I believe "converts" believe, adhere to what they "assume" is in scripture. Can't tell you how many times I have seen an alcoholic convert and then walk away from his friends now referring to them as sinners, assuming the bible backs this up. When it's actually not a sin in the scriptures, and quite the opposite. It's like blaming guns crying for gun control because a deranged person shot up some innocent people. Yea, I know, there will be a few deranged bible thumpers who will want to argue it is in there, but there elementary bible students, unable to see, because they are in religious robot mode. For them I say why was the qualifications for a deacon "those not given to drunkenness".  For clarification, I don't drink and can't stand being around a drunk, but, I don't use the bible as a sword against it, I just don't prefer it. My point is that most "converts" don't know what's in the bible. They assume they know. Speaking of assume. I assume you are using the word converts as newly converted.


----------



## 1gr8bldr (Apr 9, 2018)

To further ponder the newly convert looking to be freed from his being a slave [to sin]. When they come into the church, they are told, you should do this, you should do that. More brick, more straw, up the quota. So rather than freedom, they are worse off than in the beginning.


----------



## ambush80 (Apr 9, 2018)

Israel said:


> 14:35 "and he's not going to change".



First one must embrace reason and rationality.  Then, being given good reasons, one must believe. 

You and I only disagree on what a good reason to believe is. I want proof and you accept revelation.


----------



## Israel (Apr 9, 2018)

ambush80 said:


> First one must embrace reason and rationality.  Then, being given good reasons, one must believe.
> 
> You and I only disagree on what a good reason to believe is. I want proof and you accept revelation.



At 14:35 Chopra says "and he's not going to change". Oh, but he is. 

All _things_ are both _subject_ to change...and do. Now to Deepak _things_ may have an appearance of immutability, especially in what he experiences from one who has continued to _harass_ him. (And I concede he was speaking off the cuff, and somewhat light heartedly.) Nevertheless, he is seemingly willing to "lock" one up in what ever position his perspective has dictated. 

Maybe his own perspective is in need of change.


----------



## Israel (Apr 10, 2018)

The proof for me is the reality of Jesus Christ.
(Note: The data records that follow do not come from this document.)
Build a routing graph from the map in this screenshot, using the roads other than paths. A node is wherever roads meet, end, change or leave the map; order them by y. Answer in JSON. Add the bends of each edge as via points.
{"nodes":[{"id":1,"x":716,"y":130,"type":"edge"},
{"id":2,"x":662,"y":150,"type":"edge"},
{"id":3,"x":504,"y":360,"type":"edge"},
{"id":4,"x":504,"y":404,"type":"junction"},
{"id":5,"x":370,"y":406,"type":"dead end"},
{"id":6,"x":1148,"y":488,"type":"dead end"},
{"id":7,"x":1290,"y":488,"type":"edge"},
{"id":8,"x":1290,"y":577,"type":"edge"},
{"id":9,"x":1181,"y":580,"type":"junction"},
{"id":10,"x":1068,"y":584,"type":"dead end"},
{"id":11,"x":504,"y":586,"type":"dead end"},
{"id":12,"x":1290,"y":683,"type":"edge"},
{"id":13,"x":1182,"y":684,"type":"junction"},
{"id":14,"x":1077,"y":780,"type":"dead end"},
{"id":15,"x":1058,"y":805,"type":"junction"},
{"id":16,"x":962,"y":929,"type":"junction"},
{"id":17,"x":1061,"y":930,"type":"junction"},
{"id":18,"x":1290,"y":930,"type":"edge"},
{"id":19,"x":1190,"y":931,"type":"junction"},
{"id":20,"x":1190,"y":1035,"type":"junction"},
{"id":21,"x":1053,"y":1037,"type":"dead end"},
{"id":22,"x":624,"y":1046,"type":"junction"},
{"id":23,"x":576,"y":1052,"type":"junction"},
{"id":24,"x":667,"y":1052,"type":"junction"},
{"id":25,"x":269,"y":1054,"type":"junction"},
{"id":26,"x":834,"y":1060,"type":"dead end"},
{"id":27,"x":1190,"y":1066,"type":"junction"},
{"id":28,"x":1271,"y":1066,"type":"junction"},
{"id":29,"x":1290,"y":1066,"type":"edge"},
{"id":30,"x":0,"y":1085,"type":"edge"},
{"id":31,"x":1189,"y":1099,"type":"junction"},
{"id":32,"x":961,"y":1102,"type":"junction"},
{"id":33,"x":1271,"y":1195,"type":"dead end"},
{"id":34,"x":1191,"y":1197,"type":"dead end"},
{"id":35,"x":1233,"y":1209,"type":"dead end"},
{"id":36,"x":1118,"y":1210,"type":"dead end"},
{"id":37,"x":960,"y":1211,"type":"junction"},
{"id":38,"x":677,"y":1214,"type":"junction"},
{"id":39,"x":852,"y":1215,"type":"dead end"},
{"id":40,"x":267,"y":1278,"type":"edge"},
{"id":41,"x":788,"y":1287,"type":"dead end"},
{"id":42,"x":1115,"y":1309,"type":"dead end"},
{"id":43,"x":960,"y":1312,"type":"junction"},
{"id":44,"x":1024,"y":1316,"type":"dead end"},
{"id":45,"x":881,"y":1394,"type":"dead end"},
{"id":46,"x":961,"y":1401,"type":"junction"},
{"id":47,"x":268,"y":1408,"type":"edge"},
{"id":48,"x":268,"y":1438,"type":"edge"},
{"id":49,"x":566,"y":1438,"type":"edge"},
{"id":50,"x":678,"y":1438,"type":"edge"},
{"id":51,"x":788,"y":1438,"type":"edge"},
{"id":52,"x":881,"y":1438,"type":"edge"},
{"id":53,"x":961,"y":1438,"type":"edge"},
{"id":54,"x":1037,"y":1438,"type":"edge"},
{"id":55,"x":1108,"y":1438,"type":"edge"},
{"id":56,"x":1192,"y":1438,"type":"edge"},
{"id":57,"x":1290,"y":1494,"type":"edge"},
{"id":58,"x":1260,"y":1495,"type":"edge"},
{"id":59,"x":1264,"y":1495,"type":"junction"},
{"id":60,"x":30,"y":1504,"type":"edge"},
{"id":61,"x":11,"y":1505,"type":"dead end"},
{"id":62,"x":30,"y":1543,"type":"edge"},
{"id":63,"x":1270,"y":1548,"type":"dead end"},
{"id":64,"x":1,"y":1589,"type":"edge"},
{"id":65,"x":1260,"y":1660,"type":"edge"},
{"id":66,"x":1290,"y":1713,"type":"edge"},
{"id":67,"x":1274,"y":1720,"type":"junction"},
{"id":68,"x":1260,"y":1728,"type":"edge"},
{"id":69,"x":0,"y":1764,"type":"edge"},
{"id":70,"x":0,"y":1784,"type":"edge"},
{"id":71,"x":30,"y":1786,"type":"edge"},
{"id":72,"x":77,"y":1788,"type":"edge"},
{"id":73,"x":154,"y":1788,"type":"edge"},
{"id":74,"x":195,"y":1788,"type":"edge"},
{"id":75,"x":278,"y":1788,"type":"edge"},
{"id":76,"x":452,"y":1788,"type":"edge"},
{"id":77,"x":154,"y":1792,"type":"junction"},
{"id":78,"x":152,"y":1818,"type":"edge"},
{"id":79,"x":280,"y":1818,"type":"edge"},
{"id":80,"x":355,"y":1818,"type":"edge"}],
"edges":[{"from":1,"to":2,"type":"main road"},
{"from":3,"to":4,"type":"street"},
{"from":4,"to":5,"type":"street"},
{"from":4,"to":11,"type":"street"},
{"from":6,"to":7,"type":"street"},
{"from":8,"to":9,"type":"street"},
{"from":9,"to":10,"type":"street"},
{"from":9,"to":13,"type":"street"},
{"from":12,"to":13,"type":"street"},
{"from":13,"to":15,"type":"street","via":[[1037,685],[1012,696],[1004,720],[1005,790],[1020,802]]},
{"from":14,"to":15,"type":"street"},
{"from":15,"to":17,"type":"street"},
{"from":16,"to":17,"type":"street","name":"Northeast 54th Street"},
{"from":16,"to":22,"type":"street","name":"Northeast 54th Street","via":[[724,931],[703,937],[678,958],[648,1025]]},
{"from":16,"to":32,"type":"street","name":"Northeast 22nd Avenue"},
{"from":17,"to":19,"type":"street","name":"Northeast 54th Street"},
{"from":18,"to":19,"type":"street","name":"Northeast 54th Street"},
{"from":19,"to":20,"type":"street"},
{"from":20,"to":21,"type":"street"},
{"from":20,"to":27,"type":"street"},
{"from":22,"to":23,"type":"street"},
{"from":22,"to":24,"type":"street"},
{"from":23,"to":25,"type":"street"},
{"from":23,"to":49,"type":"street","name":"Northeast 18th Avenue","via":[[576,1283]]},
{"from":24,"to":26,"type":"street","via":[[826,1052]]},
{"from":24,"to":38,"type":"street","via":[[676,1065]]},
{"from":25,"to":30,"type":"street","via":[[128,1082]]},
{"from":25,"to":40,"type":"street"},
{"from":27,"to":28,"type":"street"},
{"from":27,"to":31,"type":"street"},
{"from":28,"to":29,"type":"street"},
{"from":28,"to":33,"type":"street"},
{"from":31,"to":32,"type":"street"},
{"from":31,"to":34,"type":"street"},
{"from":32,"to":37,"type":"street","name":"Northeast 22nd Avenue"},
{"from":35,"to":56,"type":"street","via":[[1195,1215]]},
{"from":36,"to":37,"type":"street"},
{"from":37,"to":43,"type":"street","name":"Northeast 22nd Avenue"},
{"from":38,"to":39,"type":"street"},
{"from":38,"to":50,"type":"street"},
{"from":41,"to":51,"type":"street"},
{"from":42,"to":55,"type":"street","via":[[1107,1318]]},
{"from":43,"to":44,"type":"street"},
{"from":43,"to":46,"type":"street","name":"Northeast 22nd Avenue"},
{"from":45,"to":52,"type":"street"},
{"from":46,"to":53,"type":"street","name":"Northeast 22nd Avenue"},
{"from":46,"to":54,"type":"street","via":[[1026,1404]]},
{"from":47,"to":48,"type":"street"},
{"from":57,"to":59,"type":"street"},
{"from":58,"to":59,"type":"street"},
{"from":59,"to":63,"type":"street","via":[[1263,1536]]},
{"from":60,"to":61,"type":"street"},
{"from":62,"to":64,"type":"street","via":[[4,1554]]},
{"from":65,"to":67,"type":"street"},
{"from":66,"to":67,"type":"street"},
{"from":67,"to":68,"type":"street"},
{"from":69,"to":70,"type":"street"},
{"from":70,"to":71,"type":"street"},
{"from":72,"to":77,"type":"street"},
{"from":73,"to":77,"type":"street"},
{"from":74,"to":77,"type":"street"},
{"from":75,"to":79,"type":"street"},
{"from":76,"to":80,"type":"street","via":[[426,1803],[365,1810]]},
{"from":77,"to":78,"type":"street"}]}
It's all the proof I have and all (and more) of the proof I need. 
Some have held the proposition, no, many (here) if not most have, that the "christian" (which I am not at all convinced I am) is one in love with his status, in love with his self appearance. In that he is devoted to think himself a certain way. From there it is assumed this is the "hook" of it, the appeal of it, the draw of it...the convincing in it, and of it. That he (the christian) by this thing called "his faith"/his standing has now assumed the winner's garland. He's in the "in crowd" with a ticket to Heaven.

_Some_ may not see these traits in themselves, God knows. Truly, it's about all I do see _in myself._

Some here act (and speak) as though this is the great _gotcha._ Faith is grasped merely to (so to speak) propel one to the front of the line.

As though Jesus Himself did not speak of (and to) those who_ love _respectful greetings in the streets, of those who parade their status and piety, of those cliquish in design and bent, of those who love their titles and self appraisals...admiring themselves...exalting themselves in their own minds...but, to _their own_ condemnation. (The wiser among you will understand why a man _such as I_ believes he hears from Jesus...much)

You are just late to the party. Jesus really got here _first_. 

You, Ambush, have noticed a thing though. "Not all of us are as full of self loathing as you are". But, I am not convinced of _that fullness_ yet, to a salvation. So, to paraphrase a friend from antiquity whose dancing before his God was seen by his wife as a shameful display..."you ain't seen nothing yet".

Nor for that matter, have I.


----------